▶ [Goal of the exercise] Quote each record exactly, please, leaving none out.

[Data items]
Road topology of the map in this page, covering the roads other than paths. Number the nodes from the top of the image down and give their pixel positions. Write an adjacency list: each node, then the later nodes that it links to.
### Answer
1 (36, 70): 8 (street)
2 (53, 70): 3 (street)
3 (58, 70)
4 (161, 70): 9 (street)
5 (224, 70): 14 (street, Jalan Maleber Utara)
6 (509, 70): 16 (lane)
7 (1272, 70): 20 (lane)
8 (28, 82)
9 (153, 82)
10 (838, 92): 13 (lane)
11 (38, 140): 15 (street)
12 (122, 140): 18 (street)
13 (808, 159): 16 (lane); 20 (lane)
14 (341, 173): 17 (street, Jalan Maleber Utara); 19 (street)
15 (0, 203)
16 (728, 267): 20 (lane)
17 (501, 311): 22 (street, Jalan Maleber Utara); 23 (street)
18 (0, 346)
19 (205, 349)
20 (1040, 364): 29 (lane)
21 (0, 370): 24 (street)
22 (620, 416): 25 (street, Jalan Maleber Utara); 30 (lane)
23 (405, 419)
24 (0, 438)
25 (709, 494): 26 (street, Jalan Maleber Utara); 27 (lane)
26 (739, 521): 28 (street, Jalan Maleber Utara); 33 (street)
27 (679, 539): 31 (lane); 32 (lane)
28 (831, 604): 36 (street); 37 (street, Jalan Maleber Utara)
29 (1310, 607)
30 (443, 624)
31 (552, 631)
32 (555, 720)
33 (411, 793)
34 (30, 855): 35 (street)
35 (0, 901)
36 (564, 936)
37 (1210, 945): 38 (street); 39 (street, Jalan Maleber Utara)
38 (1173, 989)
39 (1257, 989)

▶ [Answer space]
Road topology of the map in this page, covering the roads other than paths. Number the nodes from the top of the image down and give their pixel positions. Write an adjacency list: each node, then the later nodes that it links to.
### Answer
1 (36, 70): 8 (street)
2 (53, 70): 3 (street)
3 (58, 70)
4 (161, 70): 9 (street)
5 (224, 70): 14 (street, Jalan Maleber Utara)
6 (509, 70): 16 (lane)
7 (1272, 70): 20 (lane)
8 (28, 82)
9 (153, 82)
10 (838, 92): 13 (lane)
11 (38, 140): 15 (street)
12 (122, 140): 18 (street)
13 (808, 159): 16 (lane); 20 (lane)
14 (341, 173): 17 (street, Jalan Maleber Utara); 19 (street)
15 (0, 203)
16 (728, 267): 20 (lane)
17 (501, 311): 22 (street, Jalan Maleber Utara); 23 (street)
18 (0, 346)
19 (205, 349)
20 (1040, 364): 29 (lane)
21 (0, 370): 24 (street)
22 (620, 416): 25 (street, Jalan Maleber Utara); 30 (lane)
23 (405, 419)
24 (0, 438)
25 (709, 494): 26 (street, Jalan Maleber Utara); 27 (lane)
26 (739, 521): 28 (street, Jalan Maleber Utara); 33 (street)
27 (679, 539): 31 (lane); 32 (lane)
28 (831, 604): 36 (street); 37 (street, Jalan Maleber Utara)
29 (1310, 607)
30 (443, 624)
31 (552, 631)
32 (555, 720)
33 (411, 793)
34 (30, 855): 35 (street)
35 (0, 901)
36 (564, 936)
37 (1210, 945): 38 (street); 39 (street, Jalan Maleber Utara)
38 (1173, 989)
39 (1257, 989)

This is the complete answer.